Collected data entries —
○ ○ ○ ○

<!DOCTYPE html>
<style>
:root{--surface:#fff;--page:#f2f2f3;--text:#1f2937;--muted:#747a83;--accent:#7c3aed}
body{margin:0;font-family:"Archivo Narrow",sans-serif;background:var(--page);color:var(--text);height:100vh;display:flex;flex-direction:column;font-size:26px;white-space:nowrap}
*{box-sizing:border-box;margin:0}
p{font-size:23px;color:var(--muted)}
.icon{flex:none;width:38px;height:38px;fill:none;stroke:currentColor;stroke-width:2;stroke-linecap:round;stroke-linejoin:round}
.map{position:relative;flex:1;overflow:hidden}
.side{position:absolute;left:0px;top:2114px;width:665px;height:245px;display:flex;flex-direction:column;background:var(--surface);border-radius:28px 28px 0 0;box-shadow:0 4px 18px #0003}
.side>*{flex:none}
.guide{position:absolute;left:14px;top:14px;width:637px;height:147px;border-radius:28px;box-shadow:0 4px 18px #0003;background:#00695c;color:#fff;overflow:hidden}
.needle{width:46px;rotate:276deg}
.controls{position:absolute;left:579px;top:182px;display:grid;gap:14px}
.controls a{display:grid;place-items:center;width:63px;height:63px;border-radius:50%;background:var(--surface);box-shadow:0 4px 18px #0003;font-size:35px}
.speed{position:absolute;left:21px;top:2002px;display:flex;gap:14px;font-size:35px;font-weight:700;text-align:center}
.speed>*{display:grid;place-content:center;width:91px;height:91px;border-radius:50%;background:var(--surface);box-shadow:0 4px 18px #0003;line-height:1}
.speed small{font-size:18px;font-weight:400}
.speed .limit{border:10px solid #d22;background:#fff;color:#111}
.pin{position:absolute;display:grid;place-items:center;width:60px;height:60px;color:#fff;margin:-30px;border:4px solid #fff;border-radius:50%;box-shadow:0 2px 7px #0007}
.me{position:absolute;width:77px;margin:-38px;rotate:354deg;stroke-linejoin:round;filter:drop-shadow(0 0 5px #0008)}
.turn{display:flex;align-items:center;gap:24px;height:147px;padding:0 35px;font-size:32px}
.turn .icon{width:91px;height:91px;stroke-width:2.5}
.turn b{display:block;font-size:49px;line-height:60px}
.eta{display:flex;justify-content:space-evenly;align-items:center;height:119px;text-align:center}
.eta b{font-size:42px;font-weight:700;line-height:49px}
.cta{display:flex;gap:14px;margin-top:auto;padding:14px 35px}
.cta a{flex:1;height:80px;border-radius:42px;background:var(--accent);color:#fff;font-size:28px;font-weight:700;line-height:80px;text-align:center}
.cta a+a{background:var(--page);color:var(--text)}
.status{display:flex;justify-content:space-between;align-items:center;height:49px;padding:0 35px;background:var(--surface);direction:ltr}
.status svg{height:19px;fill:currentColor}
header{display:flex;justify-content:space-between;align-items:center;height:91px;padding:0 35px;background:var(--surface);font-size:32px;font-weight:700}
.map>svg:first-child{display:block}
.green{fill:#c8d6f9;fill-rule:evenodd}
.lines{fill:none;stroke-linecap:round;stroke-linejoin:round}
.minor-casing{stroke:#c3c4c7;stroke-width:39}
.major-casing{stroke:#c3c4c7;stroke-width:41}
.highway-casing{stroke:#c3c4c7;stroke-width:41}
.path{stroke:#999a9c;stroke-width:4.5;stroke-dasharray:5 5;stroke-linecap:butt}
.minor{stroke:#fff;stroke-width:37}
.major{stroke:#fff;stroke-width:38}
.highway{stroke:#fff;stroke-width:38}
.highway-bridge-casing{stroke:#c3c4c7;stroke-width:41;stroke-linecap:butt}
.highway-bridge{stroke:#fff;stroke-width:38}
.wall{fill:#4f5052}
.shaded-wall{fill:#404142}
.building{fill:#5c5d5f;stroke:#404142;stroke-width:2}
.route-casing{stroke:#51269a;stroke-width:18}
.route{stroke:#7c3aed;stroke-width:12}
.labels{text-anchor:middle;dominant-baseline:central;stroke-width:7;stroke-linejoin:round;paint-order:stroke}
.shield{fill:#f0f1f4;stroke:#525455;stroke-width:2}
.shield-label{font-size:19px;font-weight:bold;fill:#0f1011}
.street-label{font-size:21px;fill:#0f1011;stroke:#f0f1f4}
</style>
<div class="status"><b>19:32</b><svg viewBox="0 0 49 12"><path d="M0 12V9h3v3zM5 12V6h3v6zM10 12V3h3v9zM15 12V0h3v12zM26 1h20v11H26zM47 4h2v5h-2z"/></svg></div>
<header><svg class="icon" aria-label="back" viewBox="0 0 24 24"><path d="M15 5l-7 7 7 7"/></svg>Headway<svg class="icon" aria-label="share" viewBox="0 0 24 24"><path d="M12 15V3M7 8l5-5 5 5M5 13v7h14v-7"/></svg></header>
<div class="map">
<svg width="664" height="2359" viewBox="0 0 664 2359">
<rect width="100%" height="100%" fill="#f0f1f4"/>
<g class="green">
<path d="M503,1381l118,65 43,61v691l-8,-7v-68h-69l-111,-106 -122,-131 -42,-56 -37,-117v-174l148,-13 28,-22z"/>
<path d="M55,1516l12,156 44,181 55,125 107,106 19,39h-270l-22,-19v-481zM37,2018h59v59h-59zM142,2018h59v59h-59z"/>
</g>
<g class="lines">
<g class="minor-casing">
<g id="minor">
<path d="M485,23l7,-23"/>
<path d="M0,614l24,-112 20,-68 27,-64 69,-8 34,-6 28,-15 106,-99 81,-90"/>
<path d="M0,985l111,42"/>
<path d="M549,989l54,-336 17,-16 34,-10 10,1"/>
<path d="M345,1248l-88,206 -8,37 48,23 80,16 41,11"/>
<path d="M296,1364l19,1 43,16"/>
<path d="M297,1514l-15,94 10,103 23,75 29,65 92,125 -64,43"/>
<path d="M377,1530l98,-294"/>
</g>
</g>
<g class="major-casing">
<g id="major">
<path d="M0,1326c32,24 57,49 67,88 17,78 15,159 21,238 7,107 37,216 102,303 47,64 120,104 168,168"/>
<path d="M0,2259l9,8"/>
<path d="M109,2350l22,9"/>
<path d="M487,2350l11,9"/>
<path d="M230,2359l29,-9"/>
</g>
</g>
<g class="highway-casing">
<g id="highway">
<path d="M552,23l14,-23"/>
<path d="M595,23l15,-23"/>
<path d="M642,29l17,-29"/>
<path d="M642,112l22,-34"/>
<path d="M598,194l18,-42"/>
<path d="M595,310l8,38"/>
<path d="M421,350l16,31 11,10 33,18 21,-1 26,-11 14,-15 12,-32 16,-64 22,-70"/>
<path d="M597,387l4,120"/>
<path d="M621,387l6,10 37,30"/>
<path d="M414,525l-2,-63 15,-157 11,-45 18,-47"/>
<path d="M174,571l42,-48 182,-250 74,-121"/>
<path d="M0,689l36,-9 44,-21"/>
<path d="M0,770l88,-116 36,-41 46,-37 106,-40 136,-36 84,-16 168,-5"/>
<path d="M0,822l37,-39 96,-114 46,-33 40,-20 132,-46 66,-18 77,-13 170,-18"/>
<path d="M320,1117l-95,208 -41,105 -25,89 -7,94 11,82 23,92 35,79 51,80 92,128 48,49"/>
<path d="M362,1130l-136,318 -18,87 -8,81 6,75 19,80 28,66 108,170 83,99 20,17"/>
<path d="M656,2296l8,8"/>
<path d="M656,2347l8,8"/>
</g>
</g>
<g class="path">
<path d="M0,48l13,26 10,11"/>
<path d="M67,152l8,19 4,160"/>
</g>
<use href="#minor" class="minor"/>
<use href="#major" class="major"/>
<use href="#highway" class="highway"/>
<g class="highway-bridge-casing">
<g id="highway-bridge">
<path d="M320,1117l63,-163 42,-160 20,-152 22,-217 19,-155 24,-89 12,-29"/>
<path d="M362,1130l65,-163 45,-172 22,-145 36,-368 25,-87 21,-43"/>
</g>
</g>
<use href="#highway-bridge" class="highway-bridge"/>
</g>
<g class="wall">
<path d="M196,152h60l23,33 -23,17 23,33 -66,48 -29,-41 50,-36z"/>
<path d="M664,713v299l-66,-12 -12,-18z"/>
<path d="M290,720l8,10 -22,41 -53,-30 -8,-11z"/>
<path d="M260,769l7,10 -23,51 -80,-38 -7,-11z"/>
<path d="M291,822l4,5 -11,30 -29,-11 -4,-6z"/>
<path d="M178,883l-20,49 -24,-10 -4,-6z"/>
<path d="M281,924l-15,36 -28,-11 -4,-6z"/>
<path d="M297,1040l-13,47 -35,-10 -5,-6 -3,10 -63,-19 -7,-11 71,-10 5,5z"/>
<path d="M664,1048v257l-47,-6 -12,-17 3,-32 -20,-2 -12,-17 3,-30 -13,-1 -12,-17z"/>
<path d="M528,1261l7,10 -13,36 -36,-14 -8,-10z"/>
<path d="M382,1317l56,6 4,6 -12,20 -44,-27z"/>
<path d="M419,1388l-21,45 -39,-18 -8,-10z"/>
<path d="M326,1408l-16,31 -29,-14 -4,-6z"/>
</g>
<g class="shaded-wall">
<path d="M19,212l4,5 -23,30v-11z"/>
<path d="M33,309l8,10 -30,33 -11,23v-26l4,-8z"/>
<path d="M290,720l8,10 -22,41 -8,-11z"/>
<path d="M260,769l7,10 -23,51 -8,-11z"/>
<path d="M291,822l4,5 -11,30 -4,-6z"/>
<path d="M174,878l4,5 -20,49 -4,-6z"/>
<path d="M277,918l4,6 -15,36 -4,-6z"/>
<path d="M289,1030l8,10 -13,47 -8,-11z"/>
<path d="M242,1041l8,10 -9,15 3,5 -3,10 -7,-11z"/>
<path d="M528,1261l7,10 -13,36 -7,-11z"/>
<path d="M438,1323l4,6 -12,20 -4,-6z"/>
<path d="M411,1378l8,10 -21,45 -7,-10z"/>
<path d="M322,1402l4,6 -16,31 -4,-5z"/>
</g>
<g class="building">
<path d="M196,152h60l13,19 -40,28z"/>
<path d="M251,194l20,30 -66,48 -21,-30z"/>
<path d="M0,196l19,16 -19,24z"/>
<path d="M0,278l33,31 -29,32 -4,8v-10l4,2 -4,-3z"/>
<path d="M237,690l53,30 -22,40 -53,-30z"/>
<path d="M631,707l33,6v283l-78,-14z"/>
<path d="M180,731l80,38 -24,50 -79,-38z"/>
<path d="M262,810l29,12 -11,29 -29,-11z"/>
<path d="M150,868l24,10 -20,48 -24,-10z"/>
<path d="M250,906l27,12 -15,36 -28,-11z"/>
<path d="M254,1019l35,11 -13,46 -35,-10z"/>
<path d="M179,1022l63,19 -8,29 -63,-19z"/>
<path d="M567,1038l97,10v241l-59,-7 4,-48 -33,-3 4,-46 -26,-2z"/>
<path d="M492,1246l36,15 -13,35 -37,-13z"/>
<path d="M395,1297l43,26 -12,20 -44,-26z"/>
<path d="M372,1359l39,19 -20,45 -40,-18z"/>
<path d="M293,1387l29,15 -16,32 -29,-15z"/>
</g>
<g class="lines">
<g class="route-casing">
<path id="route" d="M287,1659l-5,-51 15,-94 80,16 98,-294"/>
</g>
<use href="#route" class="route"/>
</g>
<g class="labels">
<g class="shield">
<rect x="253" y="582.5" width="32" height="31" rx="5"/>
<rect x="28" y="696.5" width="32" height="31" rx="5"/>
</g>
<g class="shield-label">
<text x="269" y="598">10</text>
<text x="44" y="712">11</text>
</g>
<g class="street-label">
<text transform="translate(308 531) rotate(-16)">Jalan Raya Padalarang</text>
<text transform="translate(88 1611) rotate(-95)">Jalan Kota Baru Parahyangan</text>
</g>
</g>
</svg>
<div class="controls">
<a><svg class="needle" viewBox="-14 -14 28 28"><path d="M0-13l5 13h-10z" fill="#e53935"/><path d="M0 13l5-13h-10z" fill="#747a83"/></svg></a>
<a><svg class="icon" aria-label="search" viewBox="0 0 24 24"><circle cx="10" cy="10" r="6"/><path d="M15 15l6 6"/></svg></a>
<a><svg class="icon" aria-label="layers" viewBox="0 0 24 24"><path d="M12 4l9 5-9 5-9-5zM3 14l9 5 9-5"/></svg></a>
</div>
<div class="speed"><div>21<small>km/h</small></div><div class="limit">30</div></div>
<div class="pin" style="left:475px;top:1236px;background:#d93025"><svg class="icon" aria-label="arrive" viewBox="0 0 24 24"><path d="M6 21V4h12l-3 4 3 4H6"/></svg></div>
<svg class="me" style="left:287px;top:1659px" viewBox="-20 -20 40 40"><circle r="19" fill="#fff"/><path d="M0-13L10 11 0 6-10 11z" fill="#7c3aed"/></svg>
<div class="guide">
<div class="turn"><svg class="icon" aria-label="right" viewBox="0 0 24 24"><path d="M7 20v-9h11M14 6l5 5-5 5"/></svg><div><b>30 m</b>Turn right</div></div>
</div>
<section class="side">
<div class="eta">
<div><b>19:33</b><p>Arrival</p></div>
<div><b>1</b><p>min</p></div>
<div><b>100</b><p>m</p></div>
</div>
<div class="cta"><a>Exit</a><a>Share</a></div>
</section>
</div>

○ ○ ○ ○

Go line by line through the data and copy any that contain "absolute".

SOLUTION TO THE PROBLEM —
.side{position:absolute;left:0px;top:2114px;width:665px;height:245px;display:flex;flex-direction:column;background:var(--surface);border-radius:28px 28px 0 0;box-shadow:0 4px 18px #0003}
.guide{position:absolute;left:14px;top:14px;width:637px;height:147px;border-radius:28px;box-shadow:0 4px 18px #0003;background:#00695c;color:#fff;overflow:hidden}
.controls{position:absolute;left:579px;top:182px;display:grid;gap:14px}
.speed{position:absolute;left:21px;top:2002px;display:flex;gap:14px;font-size:35px;font-weight:700;text-align:center}
.pin{position:absolute;display:grid;place-items:center;width:60px;height:60px;color:#fff;margin:-30px;border:4px solid #fff;border-radius:50%;box-shadow:0 2px 7px #0007}
.me{position:absolute;width:77px;margin:-38px;rotate:354deg;stroke-linejoin:round;filter:drop-shadow(0 0 5px #0008)}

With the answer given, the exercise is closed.